--- START ---
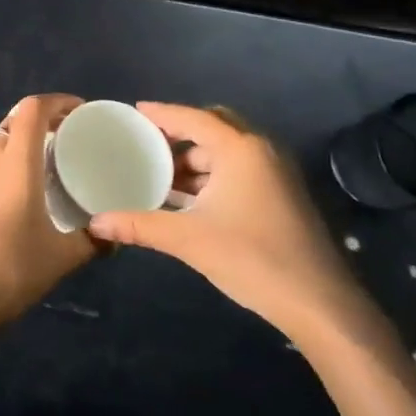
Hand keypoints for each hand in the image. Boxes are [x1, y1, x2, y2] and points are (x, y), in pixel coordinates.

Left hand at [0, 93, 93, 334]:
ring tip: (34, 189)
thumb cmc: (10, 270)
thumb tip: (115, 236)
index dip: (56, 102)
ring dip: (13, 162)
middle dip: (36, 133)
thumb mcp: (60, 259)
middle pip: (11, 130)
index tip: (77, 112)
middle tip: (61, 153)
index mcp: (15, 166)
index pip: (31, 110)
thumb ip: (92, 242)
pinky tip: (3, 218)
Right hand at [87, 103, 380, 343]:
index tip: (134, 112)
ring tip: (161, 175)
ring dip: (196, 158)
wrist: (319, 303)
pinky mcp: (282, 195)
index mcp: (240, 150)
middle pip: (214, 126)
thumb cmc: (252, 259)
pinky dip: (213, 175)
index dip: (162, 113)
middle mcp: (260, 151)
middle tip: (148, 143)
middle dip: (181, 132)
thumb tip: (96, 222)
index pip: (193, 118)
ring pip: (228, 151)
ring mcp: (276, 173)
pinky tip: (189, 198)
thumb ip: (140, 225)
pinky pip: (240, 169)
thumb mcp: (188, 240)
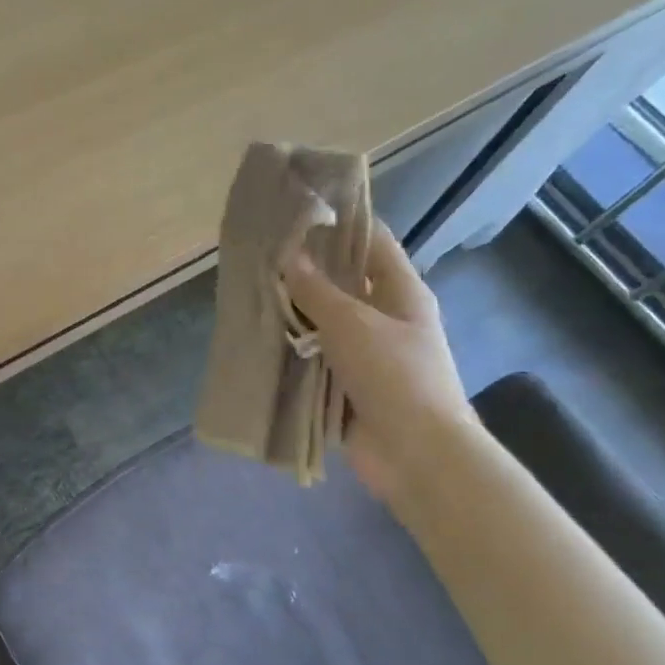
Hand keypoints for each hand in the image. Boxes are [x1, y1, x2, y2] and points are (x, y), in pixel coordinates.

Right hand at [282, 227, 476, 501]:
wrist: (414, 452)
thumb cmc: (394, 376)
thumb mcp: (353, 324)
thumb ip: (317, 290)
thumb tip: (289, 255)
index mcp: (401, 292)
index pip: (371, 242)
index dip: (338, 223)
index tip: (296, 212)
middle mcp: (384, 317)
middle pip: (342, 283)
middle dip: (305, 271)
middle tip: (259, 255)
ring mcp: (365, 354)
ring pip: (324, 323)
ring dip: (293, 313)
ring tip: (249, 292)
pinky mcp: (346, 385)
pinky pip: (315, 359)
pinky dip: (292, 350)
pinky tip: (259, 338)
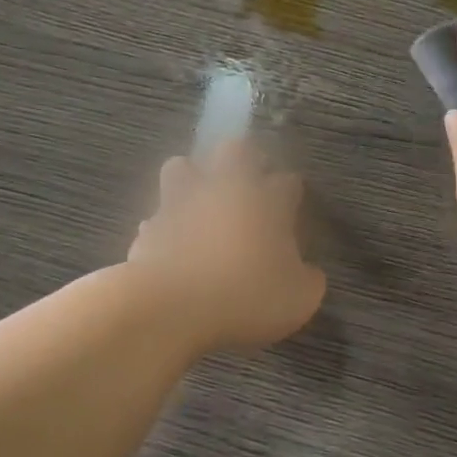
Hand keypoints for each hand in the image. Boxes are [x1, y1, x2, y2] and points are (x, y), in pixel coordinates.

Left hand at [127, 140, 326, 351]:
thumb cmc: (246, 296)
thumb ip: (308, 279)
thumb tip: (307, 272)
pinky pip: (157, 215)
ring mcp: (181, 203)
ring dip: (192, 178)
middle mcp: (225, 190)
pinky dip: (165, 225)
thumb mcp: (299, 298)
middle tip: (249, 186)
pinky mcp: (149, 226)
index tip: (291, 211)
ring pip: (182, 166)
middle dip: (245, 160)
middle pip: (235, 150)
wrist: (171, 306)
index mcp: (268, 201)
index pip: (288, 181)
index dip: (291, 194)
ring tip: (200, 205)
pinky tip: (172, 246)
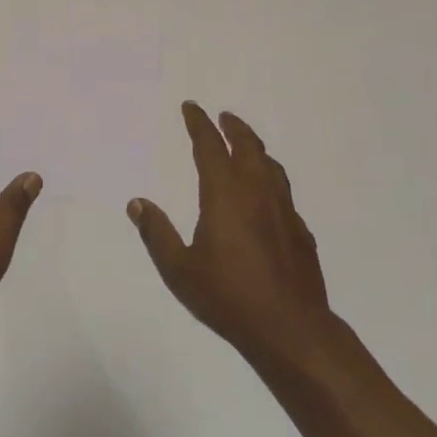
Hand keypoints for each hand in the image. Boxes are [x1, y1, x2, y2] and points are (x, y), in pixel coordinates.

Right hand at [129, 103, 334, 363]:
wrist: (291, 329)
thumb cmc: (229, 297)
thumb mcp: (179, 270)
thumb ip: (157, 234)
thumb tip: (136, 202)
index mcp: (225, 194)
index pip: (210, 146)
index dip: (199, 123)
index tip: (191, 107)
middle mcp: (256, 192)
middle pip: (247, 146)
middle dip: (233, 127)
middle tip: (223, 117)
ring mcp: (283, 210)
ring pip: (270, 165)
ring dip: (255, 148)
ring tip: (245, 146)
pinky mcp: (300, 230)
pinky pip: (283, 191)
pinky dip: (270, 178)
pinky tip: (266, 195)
--- END ---
--- START ---
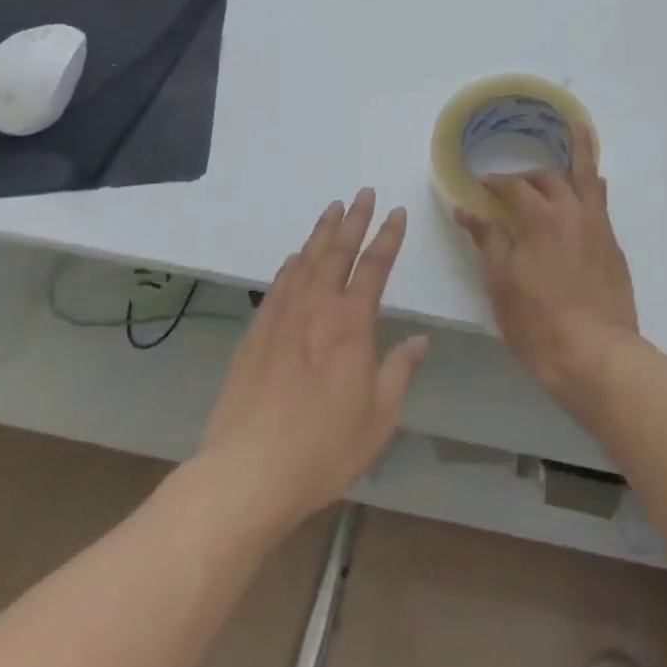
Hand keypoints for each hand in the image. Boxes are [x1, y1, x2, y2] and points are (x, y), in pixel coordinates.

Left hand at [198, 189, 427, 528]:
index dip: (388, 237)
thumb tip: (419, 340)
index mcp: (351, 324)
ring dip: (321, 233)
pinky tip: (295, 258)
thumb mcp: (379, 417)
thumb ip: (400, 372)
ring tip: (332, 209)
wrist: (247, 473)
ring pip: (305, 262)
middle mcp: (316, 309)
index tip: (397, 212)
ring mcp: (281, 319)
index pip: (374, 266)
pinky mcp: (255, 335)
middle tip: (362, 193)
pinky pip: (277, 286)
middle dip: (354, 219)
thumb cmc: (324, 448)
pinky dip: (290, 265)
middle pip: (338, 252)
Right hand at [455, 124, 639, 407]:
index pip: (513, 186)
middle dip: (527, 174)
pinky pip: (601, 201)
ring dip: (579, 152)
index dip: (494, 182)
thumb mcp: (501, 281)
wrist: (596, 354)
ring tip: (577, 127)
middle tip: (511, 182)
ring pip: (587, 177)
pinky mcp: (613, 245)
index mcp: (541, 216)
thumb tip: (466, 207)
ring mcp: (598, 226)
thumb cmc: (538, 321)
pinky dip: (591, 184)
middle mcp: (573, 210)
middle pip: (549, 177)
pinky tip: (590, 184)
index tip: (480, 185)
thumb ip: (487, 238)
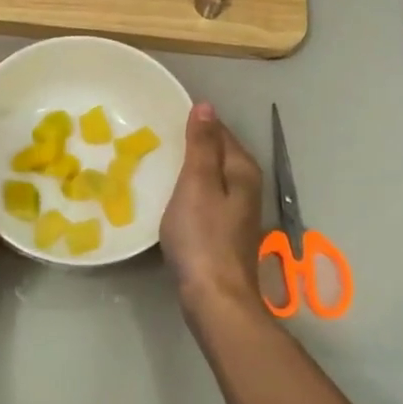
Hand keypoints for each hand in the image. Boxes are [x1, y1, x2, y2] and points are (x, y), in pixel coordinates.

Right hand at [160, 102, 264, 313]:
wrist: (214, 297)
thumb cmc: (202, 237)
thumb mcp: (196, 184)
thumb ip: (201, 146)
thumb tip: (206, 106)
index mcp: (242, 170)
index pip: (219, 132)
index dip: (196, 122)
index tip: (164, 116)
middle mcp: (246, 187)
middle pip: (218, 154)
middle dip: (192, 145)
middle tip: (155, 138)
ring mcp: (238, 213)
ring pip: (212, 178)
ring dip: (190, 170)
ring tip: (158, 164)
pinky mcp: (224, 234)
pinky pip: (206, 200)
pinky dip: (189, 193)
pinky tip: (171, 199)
--- END ---
Within the entries above, the lines from the one containing "pinky mcp: (255, 335)" through the one containing "pinky tip: (171, 199)" are to be transcribed exactly, ends included, pictures excluded.

pinky mcp: (255, 335)
middle tip: (362, 193)
pinky pip: (277, 286)
middle dip: (354, 219)
thumb cmc: (324, 448)
pinky dip: (290, 265)
middle pip: (338, 252)
Right hand at [455, 124, 639, 407]:
index pip: (513, 186)
middle dip: (527, 174)
pinky pip: (601, 201)
ring dip: (579, 152)
index dip: (494, 182)
thumb mcp: (501, 281)
wrist: (596, 354)
ring tip: (577, 127)
middle tip: (511, 182)
ring pip: (587, 177)
pinky mcp: (613, 245)
index mcp: (541, 216)
thumb tip: (466, 207)
ring mcp: (598, 226)
thumb cmc: (538, 321)
pinky dip: (591, 184)
middle mcp: (573, 210)
middle pip: (549, 177)
pinky tip: (590, 184)
index tip: (480, 185)
thumb ip: (487, 238)
Hand keypoints for each hand in the image. Boxes are [x1, y1, x2, y2] and points are (x, y), in pixel coordinates.

Right hand at [160, 102, 264, 313]:
wrist: (214, 297)
thumb cmc: (202, 237)
thumb mcp: (196, 184)
thumb ip: (201, 146)
thumb tip: (206, 106)
index mcp: (242, 170)
index pip: (219, 132)
index dip: (196, 122)
index tip: (164, 116)
middle mcp: (246, 187)
middle pip: (218, 154)
middle dip: (192, 145)
middle tip: (155, 138)
ring mcp: (238, 213)
ring pip: (212, 178)
ring dip: (190, 170)
ring tip: (158, 164)
pinky mcp: (224, 234)
pinky pip: (206, 200)
pinky dip: (189, 193)
pinky tip: (171, 199)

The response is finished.